Randy Woods edited this page Apr 2, 2020 · 6 revisions

Author: Peter

The following are best practices to follow when designing and creating NOSQL databases such as MongoDB. For future reading, see References section.

  • Try to keep data all in one Document
  • Avoid large documents
  • Don’t store binary data in documents
  • Have shorter field names
  • Normalize data and avoid complex structures
  • Use indexing
  • Keep queries in mind when creating structures
  • Data Integrity

Keeping data in a Single Document

Part of the power of MongoDB is to focus on keeping all the data in a single document if possible. This will enable faster searching and fetching as there is only a single collection to load.

Avoid Large Documents

From the documentation: “MongoDB imposes a 4MB (16MB with 1.8) size limit on a single document.” While it may seem small, it should be able to hold most values and data as needed. With that in mind, we do not want to store large binaries in place.

Avoid Storing Large Binaries

In best practices, it is better to store a reference’s or links to larger files or binaries in a DB, this can help prevent database bloat and data corruption. File and other such data should be store in a NAS or other large data solution such as S3 for AWS.

Avoid Large Field Names

For the sake of readability and creating queries, keep fieldnames short if possible. Having a large document with many fields will benefit from this.

Normalize Data in Documents and avoid complex structures.

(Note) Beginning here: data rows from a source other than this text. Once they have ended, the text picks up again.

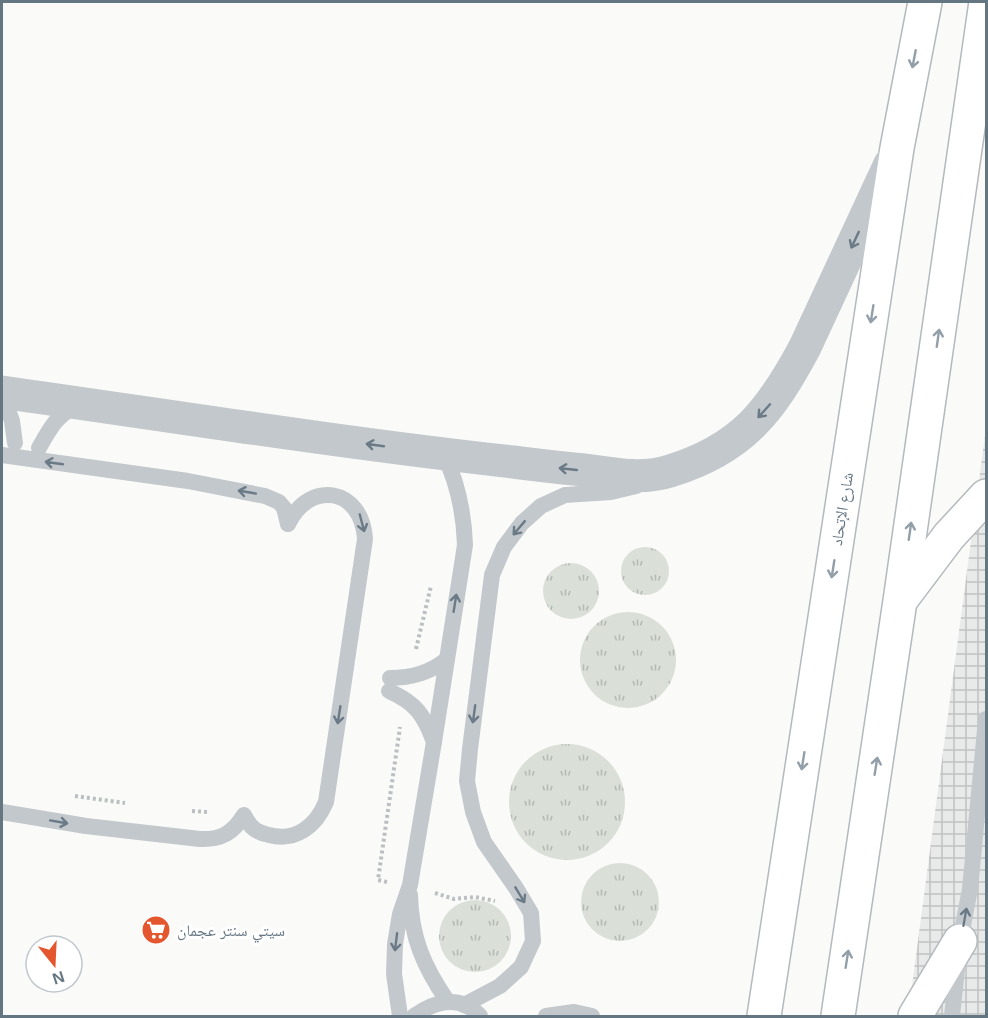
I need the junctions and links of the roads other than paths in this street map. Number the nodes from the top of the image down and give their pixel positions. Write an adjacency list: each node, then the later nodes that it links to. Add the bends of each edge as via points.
1 (925, 2): 4 (highway, شارع الإتحاد, one-way to 4)
2 (986, 2): 3 (highway)
3 (984, 46): 13 (highway, one-way to 3)
4 (897, 148): 11 (street, one-way to 11, via 805,347 770,405 742,436 707,459); 28 (highway, شارع الإتحاد, one-way to 28)
5 (2, 392): 6 (street); 7 (lane)
6 (88, 404): 8 (lane, via 62,414); 9 (street, one-way to 6)
7 (15, 443)
8 (39, 448)
9 (444, 454): 11 (street, one-way to 9, via 627,476); 14 (lane, one-way to 9, via 465,545 460,498)
10 (2, 455): 17 (lane, one-way to 10, via 213,840 226,835 244,815 253,828 277,837 290,837 313,824 326,802 365,539 360,513 340,497 327,495 303,503 288,524 284,508 265,496)
11 (667, 472): 22 (lane, one-way to 22, via 630,488 565,495 541,506 504,547 492,574 467,781 472,812 484,842 531,913 533,941 522,967 500,986)
12 (987, 496): 13 (highway, via 949,536)
13 (900, 601): 29 (highway, one-way to 13)
14 (446, 660): 16 (lane); 16 (lane, via 423,674 390,685 413,705)
15 (987, 719): 20 (lane)
16 (434, 742): 18 (lane)
17 (2, 812)
18 (410, 885): 22 (lane, via 418,947 430,975); 23 (lane, one-way to 23, via 395,944 394,974)
19 (987, 886): 20 (lane)
20 (970, 890): 21 (lane, one-way to 20)
21 (960, 941): 30 (highway); 31 (lane)
22 (456, 1003): 24 (lane, via 429,1006); 25 (lane)
23 (400, 1017)
24 (414, 1017)
25 (480, 1017)
26 (546, 1017): 27 (lane, via 574,1012)
27 (592, 1017)
28 (764, 1017)
29 (838, 1017)
30 (915, 1017)
31 (952, 1017)

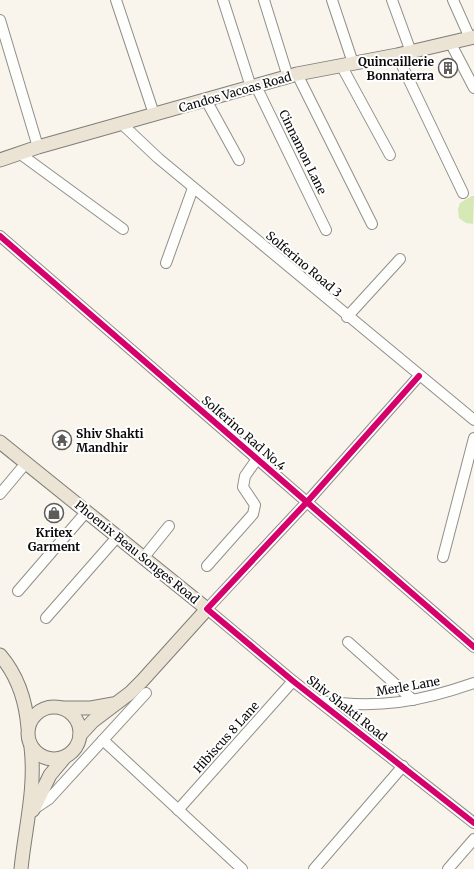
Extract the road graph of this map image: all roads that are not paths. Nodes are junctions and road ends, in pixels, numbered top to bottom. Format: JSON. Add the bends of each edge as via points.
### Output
{"nodes":[{"id":1,"x":116,"y":0,"type":"edge"},
{"id":2,"x":223,"y":0,"type":"edge"},
{"id":3,"x":264,"y":0,"type":"edge"},
{"id":4,"x":332,"y":0,"type":"edge"},
{"id":5,"x":392,"y":0,"type":"edge"},
{"id":6,"x":453,"y":0,"type":"edge"},
{"id":7,"x":0,"y":20,"type":"edge"},
{"id":8,"x":472,"y":38,"type":"edge"},
{"id":9,"x":450,"y":42,"type":"junction"},
{"id":10,"x":411,"y":52,"type":"junction"},
{"id":11,"x":397,"y":55,"type":"junction"},
{"id":12,"x":347,"y":64,"type":"junction"},
{"id":13,"x":293,"y":76,"type":"junction"},
{"id":14,"x":253,"y":86,"type":"junction"},
{"id":15,"x":474,"y":88,"type":"edge"},
{"id":16,"x":206,"y":100,"type":"junction"},
{"id":17,"x":154,"y":114,"type":"junction"},
{"id":18,"x":122,"y":124,"type":"junction"},
{"id":19,"x":38,"y":148,"type":"junction"},
{"id":20,"x":19,"y":153,"type":"junction"},
{"id":21,"x":390,"y":155,"type":"dead end"},
{"id":22,"x":0,"y":160,"type":"edge"},
{"id":23,"x":239,"y":160,"type":"dead end"},
{"id":24,"x":193,"y":188,"type":"junction"},
{"id":25,"x":463,"y":193,"type":"dead end"},
{"id":26,"x":372,"y":224,"type":"dead end"},
{"id":27,"x":123,"y":229,"type":"dead end"},
{"id":28,"x":326,"y":230,"type":"dead end"},
{"id":29,"x":0,"y":236,"type":"edge"},
{"id":30,"x":400,"y":260,"type":"dead end"},
{"id":31,"x":166,"y":263,"type":"dead end"},
{"id":32,"x":348,"y":317,"type":"junction"},
{"id":33,"x":419,"y":376,"type":"junction"},
{"id":34,"x":474,"y":420,"type":"edge"},
{"id":35,"x":474,"y":438,"type":"edge"},
{"id":36,"x":0,"y":442,"type":"edge"},
{"id":37,"x":257,"y":459,"type":"junction"},
{"id":38,"x":26,"y":463,"type":"junction"},
{"id":39,"x":0,"y":494,"type":"edge"},
{"id":40,"x":308,"y":502,"type":"junction"},
{"id":41,"x":87,"y":511,"type":"junction"},
{"id":42,"x":169,"y":526,"type":"dead end"},
{"id":43,"x":118,"y":536,"type":"junction"},
{"id":44,"x":144,"y":557,"type":"junction"},
{"id":45,"x":443,"y":557,"type":"dead end"},
{"id":46,"x":207,"y":566,"type":"dead end"},
{"id":47,"x":18,"y":591,"type":"dead end"},
{"id":48,"x":207,"y":609,"type":"junction"},
{"id":49,"x":46,"y":618,"type":"dead end"},
{"id":50,"x":348,"y":642,"type":"dead end"},
{"id":51,"x":474,"y":647,"type":"edge"},
{"id":52,"x":1,"y":657,"type":"edge"},
{"id":53,"x":293,"y":680,"type":"junction"},
{"id":54,"x":474,"y":683,"type":"edge"},
{"id":55,"x":146,"y":692,"type":"dead end"},
{"id":56,"x":413,"y":700,"type":"junction"},
{"id":57,"x":321,"y":701,"type":"junction"},
{"id":58,"x":113,"y":704,"type":"junction"},
{"id":59,"x":62,"y":708,"type":"junction"},
{"id":60,"x":28,"y":730,"type":"junction"},
{"id":61,"x":80,"y":735,"type":"junction"},
{"id":62,"x":103,"y":740,"type":"junction"},
{"id":63,"x":31,"y":747,"type":"junction"},
{"id":64,"x":65,"y":757,"type":"junction"},
{"id":65,"x":403,"y":766,"type":"junction"},
{"id":66,"x":178,"y":810,"type":"junction"},
{"id":67,"x":32,"y":814,"type":"junction"},
{"id":68,"x":474,"y":823,"type":"edge"},
{"id":69,"x":474,"y":839,"type":"edge"},
{"id":70,"x":21,"y":869,"type":"edge"},
{"id":71,"x":242,"y":869,"type":"edge"},
{"id":72,"x":314,"y":869,"type":"edge"},
{"id":73,"x":448,"y":869,"type":"edge"}],
"edges":[{"from":1,"to":17,"type":"street"},
{"from":2,"to":14,"type":"street","name":"Cinnamon Lane"},
{"from":3,"to":13,"type":"street"},
{"from":4,"to":12,"type":"street"},
{"from":5,"to":10,"type":"street"},
{"from":6,"to":8,"type":"street"},
{"from":7,"to":19,"type":"street"},
{"from":8,"to":9,"type":"main road","name":"Candos Vacoas Road"},
{"from":9,"to":10,"type":"main road","name":"Candos Vacoas Road"},
{"from":9,"to":15,"type":"street"},
{"from":10,"to":11,"type":"main road","name":"Candos Vacoas Road"},
{"from":11,"to":12,"type":"main road","name":"Candos Vacoas Road"},
{"from":11,"to":25,"type":"street"},
{"from":12,"to":13,"type":"main road","name":"Candos Vacoas Road"},
{"from":12,"to":21,"type":"street"},
{"from":13,"to":14,"type":"main road","name":"Candos Vacoas Road"},
{"from":13,"to":26,"type":"street"},
{"from":14,"to":16,"type":"main road","name":"Candos Vacoas Road"},
{"from":14,"to":28,"type":"street","name":"Cinnamon Lane"},
{"from":16,"to":17,"type":"main road","name":"Candos Vacoas Road"},
{"from":16,"to":23,"type":"street"},
{"from":17,"to":18,"type":"main road","name":"Candos Vacoas Road"},
{"from":18,"to":19,"type":"main road","name":"Candos Vacoas Road"},
{"from":18,"to":24,"type":"street","name":"Solferino Road 3"},
{"from":19,"to":20,"type":"main road","name":"Candos Vacoas Road"},
{"from":20,"to":22,"type":"main road","name":"Candos Vacoas Road"},
{"from":20,"to":27,"type":"street"},
{"from":24,"to":31,"type":"street"},
{"from":24,"to":32,"type":"street","name":"Solferino Road 3"},
{"from":29,"to":37,"type":"street","name":"Solferino Rad No.4"},
{"from":30,"to":32,"type":"street"},
{"from":32,"to":33,"type":"street","name":"Solferino Road 3"},
{"from":33,"to":34,"type":"street","name":"Solferino Road 3"},
{"from":33,"to":40,"type":"street"},
{"from":35,"to":45,"type":"street"},
{"from":36,"to":38,"type":"main road","name":"Phoenix Beau Songes Road"},
{"from":37,"to":40,"type":"street","name":"Solferino Rad No.4"},
{"from":37,"to":46,"type":"street","via":[[245,476],[243,487],[255,505],[253,514]]},
{"from":38,"to":39,"type":"street"},
{"from":38,"to":41,"type":"main road","name":"Phoenix Beau Songes Road"},
{"from":40,"to":48,"type":"street"},
{"from":40,"to":51,"type":"street","name":"Solferino Rad No.4"},
{"from":41,"to":43,"type":"main road","name":"Phoenix Beau Songes Road"},
{"from":41,"to":47,"type":"street"},
{"from":42,"to":44,"type":"street"},
{"from":43,"to":44,"type":"main road","name":"Phoenix Beau Songes Road"},
{"from":43,"to":49,"type":"street"},
{"from":44,"to":48,"type":"main road","name":"Phoenix Beau Songes Road"},
{"from":48,"to":53,"type":"street","name":"Shiv Shakti Road"},
{"from":48,"to":58,"type":"main road","name":"Phoenix Beau Songes Road","via":[[142,681]]},
{"from":50,"to":56,"type":"street"},
{"from":52,"to":60,"type":"main road","via":[[25,702]]},
{"from":53,"to":57,"type":"street","name":"Shiv Shakti Road"},
{"from":53,"to":66,"type":"street","name":"Hibiscus 8 Lane"},
{"from":54,"to":56,"type":"street","name":"Merle Lane"},
{"from":55,"to":62,"type":"street"},
{"from":56,"to":57,"type":"street","name":"Merle Lane","via":[[377,705]]},
{"from":57,"to":65,"type":"street","name":"Shiv Shakti Road"},
{"from":58,"to":59,"type":"main road","via":[[90,708]]},
{"from":58,"to":61,"type":"main road"},
{"from":59,"to":60,"type":"main road","via":[[47,708],[40,711],[30,722]]},
{"from":59,"to":61,"type":"main road","via":[[73,716]]},
{"from":60,"to":63,"type":"main road"},
{"from":61,"to":64,"type":"main road","via":[[75,748]]},
{"from":62,"to":66,"type":"street"},
{"from":62,"to":67,"type":"street"},
{"from":63,"to":64,"type":"main road","via":[[42,757]]},
{"from":63,"to":67,"type":"main road"},
{"from":64,"to":67,"type":"main road","via":[[50,775]]},
{"from":65,"to":68,"type":"street","name":"Shiv Shakti Road"},
{"from":65,"to":72,"type":"street"},
{"from":66,"to":71,"type":"street"},
{"from":67,"to":70,"type":"main road"},
{"from":69,"to":73,"type":"street"}]}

When a document gets large and needs to store multiple values of data within it, it’s good to split off and create another collection for the data. When this happens, we need to flatten and normalize the data the best we can. While creating nested and complex data structures within a document is possible, running queries on this nested data is not and can cause issues. Here instead of storing a larger complex structure, we can instead store a objectID in place and only load and query the data when needed. This way we still do application loading.

Make use of Indexing

As in a SQL Database, we want to make use of indexing unique data when possible, this way when we run large queries on data, we can reduce time complexity of a table query to O(1) in MongoDB we need to define these as we build them.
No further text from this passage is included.